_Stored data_

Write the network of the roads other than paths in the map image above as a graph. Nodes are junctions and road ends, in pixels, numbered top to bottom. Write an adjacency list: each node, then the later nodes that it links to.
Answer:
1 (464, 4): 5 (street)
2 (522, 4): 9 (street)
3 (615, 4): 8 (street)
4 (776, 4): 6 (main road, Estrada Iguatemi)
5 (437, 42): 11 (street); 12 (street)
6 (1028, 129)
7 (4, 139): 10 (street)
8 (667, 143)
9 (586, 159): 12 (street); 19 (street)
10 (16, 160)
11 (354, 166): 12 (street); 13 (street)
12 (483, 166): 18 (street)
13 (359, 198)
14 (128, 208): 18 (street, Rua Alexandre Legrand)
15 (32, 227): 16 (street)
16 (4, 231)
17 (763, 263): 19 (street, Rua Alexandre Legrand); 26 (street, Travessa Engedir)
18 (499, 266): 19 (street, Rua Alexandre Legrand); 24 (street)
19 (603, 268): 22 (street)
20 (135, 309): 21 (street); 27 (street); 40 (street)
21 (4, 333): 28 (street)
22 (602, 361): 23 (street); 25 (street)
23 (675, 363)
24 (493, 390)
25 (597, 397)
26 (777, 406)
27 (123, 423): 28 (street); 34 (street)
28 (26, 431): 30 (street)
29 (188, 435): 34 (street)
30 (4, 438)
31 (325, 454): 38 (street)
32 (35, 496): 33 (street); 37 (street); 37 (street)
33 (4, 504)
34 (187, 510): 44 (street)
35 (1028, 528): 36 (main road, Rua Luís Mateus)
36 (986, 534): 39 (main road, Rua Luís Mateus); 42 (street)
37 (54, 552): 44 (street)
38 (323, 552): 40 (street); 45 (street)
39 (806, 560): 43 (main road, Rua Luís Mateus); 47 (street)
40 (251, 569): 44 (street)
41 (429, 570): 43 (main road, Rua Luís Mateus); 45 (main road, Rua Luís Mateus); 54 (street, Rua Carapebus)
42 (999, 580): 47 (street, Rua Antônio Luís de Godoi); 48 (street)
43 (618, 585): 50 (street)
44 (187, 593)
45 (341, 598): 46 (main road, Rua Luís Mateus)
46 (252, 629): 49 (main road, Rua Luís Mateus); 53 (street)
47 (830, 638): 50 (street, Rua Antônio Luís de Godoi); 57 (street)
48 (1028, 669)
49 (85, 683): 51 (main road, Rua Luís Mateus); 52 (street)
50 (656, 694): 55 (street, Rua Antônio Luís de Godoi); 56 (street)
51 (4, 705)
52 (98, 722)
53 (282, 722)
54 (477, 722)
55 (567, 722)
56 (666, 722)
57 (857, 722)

_What the exercise asks_
Please reproduce the records exactly, without leaving any out.

_Solution to this task_
Write the network of the roads other than paths in the map image above as a graph. Nodes are junctions and road ends, in pixels, numbered top to bottom. Write an adjacency list: each node, then the later nodes that it links to.
Answer:
1 (464, 4): 5 (street)
2 (522, 4): 9 (street)
3 (615, 4): 8 (street)
4 (776, 4): 6 (main road, Estrada Iguatemi)
5 (437, 42): 11 (street); 12 (street)
6 (1028, 129)
7 (4, 139): 10 (street)
8 (667, 143)
9 (586, 159): 12 (street); 19 (street)
10 (16, 160)
11 (354, 166): 12 (street); 13 (street)
12 (483, 166): 18 (street)
13 (359, 198)
14 (128, 208): 18 (street, Rua Alexandre Legrand)
15 (32, 227): 16 (street)
16 (4, 231)
17 (763, 263): 19 (street, Rua Alexandre Legrand); 26 (street, Travessa Engedir)
18 (499, 266): 19 (street, Rua Alexandre Legrand); 24 (street)
19 (603, 268): 22 (street)
20 (135, 309): 21 (street); 27 (street); 40 (street)
21 (4, 333): 28 (street)
22 (602, 361): 23 (street); 25 (street)
23 (675, 363)
24 (493, 390)
25 (597, 397)
26 (777, 406)
27 (123, 423): 28 (street); 34 (street)
28 (26, 431): 30 (street)
29 (188, 435): 34 (street)
30 (4, 438)
31 (325, 454): 38 (street)
32 (35, 496): 33 (street); 37 (street); 37 (street)
33 (4, 504)
34 (187, 510): 44 (street)
35 (1028, 528): 36 (main road, Rua Luís Mateus)
36 (986, 534): 39 (main road, Rua Luís Mateus); 42 (street)
37 (54, 552): 44 (street)
38 (323, 552): 40 (street); 45 (street)
39 (806, 560): 43 (main road, Rua Luís Mateus); 47 (street)
40 (251, 569): 44 (street)
41 (429, 570): 43 (main road, Rua Luís Mateus); 45 (main road, Rua Luís Mateus); 54 (street, Rua Carapebus)
42 (999, 580): 47 (street, Rua Antônio Luís de Godoi); 48 (street)
43 (618, 585): 50 (street)
44 (187, 593)
45 (341, 598): 46 (main road, Rua Luís Mateus)
46 (252, 629): 49 (main road, Rua Luís Mateus); 53 (street)
47 (830, 638): 50 (street, Rua Antônio Luís de Godoi); 57 (street)
48 (1028, 669)
49 (85, 683): 51 (main road, Rua Luís Mateus); 52 (street)
50 (656, 694): 55 (street, Rua Antônio Luís de Godoi); 56 (street)
51 (4, 705)
52 (98, 722)
53 (282, 722)
54 (477, 722)
55 (567, 722)
56 (666, 722)
57 (857, 722)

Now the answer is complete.